Sabtu, 09 Juni 2012

[daarut-tauhiid] NOVEL BARU : Untold History of Pangeran Diponegoro

 





Pangeran Diponegoro

Eramuslim.com | Media Islam Rujukan,

 CATATAN PENULIS

Tahun 1647, Amangkurat I memancung kepala 6.000 ulama Jawa beserta
keluarganya di alun-alun Kraton Plered, Yogyakarta. Syiar Islam di Tanah
Jawa, paska era Wali Songo, pun mandeg. VOC, sekutu utama Raja Mataram
itu, bergembira.

Lebih satu abad kemudian, Diponegoro mengobarkan jihad fi sabilillah
untuk mengusir kaum kafir Belanda dan menegakkan panji syahadat di Tanah
Jawa, dalam bentuk sebuah negara merdeka berasaskan Islam. Jihad fi
sabilillah ini oleh sejarawan Belanda direduksi hanya sebagai perang
sakit hati, yang hanya disebabkan perebutan tahta dan persoalan tanah
makam leluhur.

 Sejarah selalu berulang. Dan hari ini, episode Amangkurat I, Pangeran
Diponegoro, Sentot Alibasyah, Kiai Modjo, dan Patih Danuredjo pun
kembali terjadi. Dalam bentuk yang lebih canggih, tapi lakonnya tetaplah
sama. Persis sama... []

Dengan penuh hormat dan kebanggaan,

kupersembahkan kepada anak keturunan

dan keluarga besar Pangeran Diponegoro,

semoga kemuliaan perjuangan Beliau

menginspirasi hidup kita semua...

PROLOG

Plered, Jawa Tengah, 1647

APA YANG SEKARANG DILIHAT DENGAN mata dan kepalanya sendiri
sungguh-sungguh membuat Dyah Jayengsari ingin muntah. Dua jam lalu,
kepala juru masak kraton menyuruhnya membakar panci besi tebal.
Bentuknya seperti topi. Dyah Jayengsari tidak berani bertanya untuk apa
panci besi itu dibakar. Sebagai orang baru di kraton, dia harus tahu
diri. Walau diliputi tanda tanya besar, namun gadis dari Krapyak ini
tidak berani bertanya macam-macam.

Setelah panci itu membara, berubah jadi pijar panas yang mengerikan, dua
prajurit Mataram menggotongnya dengan sebuah gerobak kayu ke bagian
selatan alun-alun yang tidak jauh dari tempat Dyah Jayengsari berdiri.
Di sana berkerumun banyak orang.

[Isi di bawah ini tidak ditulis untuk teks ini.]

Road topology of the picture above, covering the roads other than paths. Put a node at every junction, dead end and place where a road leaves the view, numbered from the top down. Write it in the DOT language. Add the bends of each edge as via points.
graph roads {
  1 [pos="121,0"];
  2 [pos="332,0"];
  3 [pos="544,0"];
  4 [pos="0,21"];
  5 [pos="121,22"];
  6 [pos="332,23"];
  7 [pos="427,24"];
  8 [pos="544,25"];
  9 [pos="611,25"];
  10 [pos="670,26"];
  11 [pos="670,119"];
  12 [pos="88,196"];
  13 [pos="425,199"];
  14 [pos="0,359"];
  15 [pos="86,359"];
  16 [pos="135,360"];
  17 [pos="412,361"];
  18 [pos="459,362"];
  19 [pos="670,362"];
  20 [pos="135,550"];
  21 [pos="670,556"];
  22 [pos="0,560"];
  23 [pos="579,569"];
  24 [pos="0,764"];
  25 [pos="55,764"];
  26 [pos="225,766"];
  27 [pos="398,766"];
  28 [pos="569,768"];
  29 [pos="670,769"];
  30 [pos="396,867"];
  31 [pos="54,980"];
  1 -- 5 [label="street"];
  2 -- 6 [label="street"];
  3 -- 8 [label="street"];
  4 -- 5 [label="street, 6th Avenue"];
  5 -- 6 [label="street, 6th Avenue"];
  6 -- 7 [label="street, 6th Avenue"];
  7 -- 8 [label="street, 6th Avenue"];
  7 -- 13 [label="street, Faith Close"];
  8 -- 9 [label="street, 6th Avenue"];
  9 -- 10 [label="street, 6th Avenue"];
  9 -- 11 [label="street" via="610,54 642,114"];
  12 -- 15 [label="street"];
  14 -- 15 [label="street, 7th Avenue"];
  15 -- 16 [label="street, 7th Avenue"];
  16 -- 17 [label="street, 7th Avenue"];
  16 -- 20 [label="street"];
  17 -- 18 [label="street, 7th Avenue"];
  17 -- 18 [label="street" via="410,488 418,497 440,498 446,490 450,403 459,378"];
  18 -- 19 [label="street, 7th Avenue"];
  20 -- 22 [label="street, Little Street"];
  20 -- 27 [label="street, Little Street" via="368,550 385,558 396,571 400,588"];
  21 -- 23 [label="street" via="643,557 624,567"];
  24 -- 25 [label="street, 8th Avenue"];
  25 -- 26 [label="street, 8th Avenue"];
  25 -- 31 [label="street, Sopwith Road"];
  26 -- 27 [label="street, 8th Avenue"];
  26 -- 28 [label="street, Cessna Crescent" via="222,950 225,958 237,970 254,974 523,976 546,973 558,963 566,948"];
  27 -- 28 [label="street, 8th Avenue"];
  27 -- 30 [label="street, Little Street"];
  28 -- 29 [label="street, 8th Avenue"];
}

Para prajurit juga berjaga-jaga Menurut
kabar burung, seorang pemberontak pengikut Pangeran Alit tertangkap.
Dia akan segera dihukum. Gadis itu tidak tahu apa hubungannya dengan
panci panas itu.

Didorong penasaran, dia berjalan mendekati kerumunan. Dengan susah payah
Dyah Jayengsari menyibak kerumunan orang, hingga akhirnya dia berdiri
dekat dengan seorang lelaki paruh baya, bertelanjang dada, yang sedang
duduk bersimpuh dengan tangan terikat. Kedua matanya ditutup secarik
kain hitam. Satu tombak di depan lelaki itu, terdapat sebuah lubang
seukuran badan orang dewasa. Lima prajurit kraton berjaga di sampingnya.

Tanda tanya besar masih memenuhi kepala gadis itu.

Tiba-tiba seorang prajurit Mataram yang bertindak selaku algojo
memerintahkan agar sang pesakitan dipendam di lubang yang ada di
depannya. Lima orang prajurit bertubuh besar yang berjaga di sekeliling
lelaki itu bergegas mengangkatnya. Dengan kasar mereka mengubur tubuh
lelaki itu dari leher ke bawah.

Anehnya, lelaki itu tidak meronta-ronta. Ketika kain hitam dibuka, kedua
matanya tidak menunjukkan rasa takut sedikit pun. Sorot matanya begitu
tenang, menyiratkan kepasrahan yang total pada kehendak Yang Maha Kuasa.
Mulutnya terlihat komat-kamit membaca doa-doa dalam bahasa Arab.

Dari belakang, dua prajurit yang tadi ikut mengubur lelaki itu
menggotong panci yang masih membara dan kemudian segera menangkupkan
panci itu ke kepala sang pesakitan.

"Allahu Akbar!!!"

Lelaki itu melolong kesakitan. Begitu keras dan memilukan. Tak kuat
menahan sengatan sakit yang luar biasa, lelaki itu langsung pingsan.
'Topi besi panas' itu melumerkan batok kepalanya. Suara gemerisik
terdengar, seiring desis daging terbakar. Semua yang menonton menjerit
ketakutan. Termasuk Dyah Jayengsari. Badan gadis itu menggigil hebat.
Perutnya mual. Pandangan matanya berkunang-kunang. Kesadarannya mulai
hilang. Dyah Jayengsari akhirnya jatuh tak sadarkan diri.

Gadis itu tiba-tiba tersadar. Dia menengok ke sekeliling ruangan. Tidak
ada kerumunan orang. Dia ternyata sendirian di bilik tidurnya. Mimpi itu
ternyata terulang kembali. Mimpi nyata yang pernah dilihatnya beberapa
pekan lalu.

Dari atap rumbia yang bolong di sana-sini hingga menyisakan ruang bagi
sorot matahari yang menerobos ke dalam, Dyah Jayengsari tahu bahwa hari
masih siang. Arah sinarnya ke timur menandakan Sang Surya telah mulai
tergelincir ke barat.

Entah mengapa, perasaan gadis itu tidak enak. Keringatnya mengucur deras
membasahi bajunya. Jantungnya berdegup keras menggedor-gedor relung
dadanya. Baru saja dia hendak berdiri, sebuah teriakan keras mengagetkan
dirinya.

"Keluar! Atas nama Paduka Yang Mulia, semua yang ada di dalam rumah ini keluar!"

Dyah Jayengsari menggigil ketakutan. Gadis itu tahu, teriakan itu berasal dari prajurit kraton.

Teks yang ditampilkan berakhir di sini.